» Task item:
Type out the data again. Keep every line exactly the same.

• • •

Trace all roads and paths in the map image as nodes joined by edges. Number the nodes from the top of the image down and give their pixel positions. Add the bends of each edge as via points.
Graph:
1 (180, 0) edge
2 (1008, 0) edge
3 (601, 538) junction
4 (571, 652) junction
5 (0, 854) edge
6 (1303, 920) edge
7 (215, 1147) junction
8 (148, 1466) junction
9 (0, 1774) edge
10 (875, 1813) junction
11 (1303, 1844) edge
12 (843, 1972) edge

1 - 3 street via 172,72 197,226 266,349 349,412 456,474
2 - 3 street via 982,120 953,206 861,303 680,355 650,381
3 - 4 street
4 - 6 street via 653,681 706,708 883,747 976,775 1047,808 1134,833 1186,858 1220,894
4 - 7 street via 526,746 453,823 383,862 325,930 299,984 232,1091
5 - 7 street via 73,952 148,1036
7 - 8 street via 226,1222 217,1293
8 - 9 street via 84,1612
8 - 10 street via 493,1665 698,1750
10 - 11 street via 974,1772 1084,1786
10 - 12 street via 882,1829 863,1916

• • •

» Output below:
Trace all roads and paths in the map image as nodes joined by edges. Number the nodes from the top of the image down and give their pixel positions. Add the bends of each edge as via points.
Graph:
1 (180, 0) edge
2 (1008, 0) edge
3 (601, 538) junction
4 (571, 652) junction
5 (0, 854) edge
6 (1303, 920) edge
7 (215, 1147) junction
8 (148, 1466) junction
9 (0, 1774) edge
10 (875, 1813) junction
11 (1303, 1844) edge
12 (843, 1972) edge

1 - 3 street via 172,72 197,226 266,349 349,412 456,474
2 - 3 street via 982,120 953,206 861,303 680,355 650,381
3 - 4 street
4 - 6 street via 653,681 706,708 883,747 976,775 1047,808 1134,833 1186,858 1220,894
4 - 7 street via 526,746 453,823 383,862 325,930 299,984 232,1091
5 - 7 street via 73,952 148,1036
7 - 8 street via 226,1222 217,1293
8 - 9 street via 84,1612
8 - 10 street via 493,1665 698,1750
10 - 11 street via 974,1772 1084,1786
10 - 12 street via 882,1829 863,1916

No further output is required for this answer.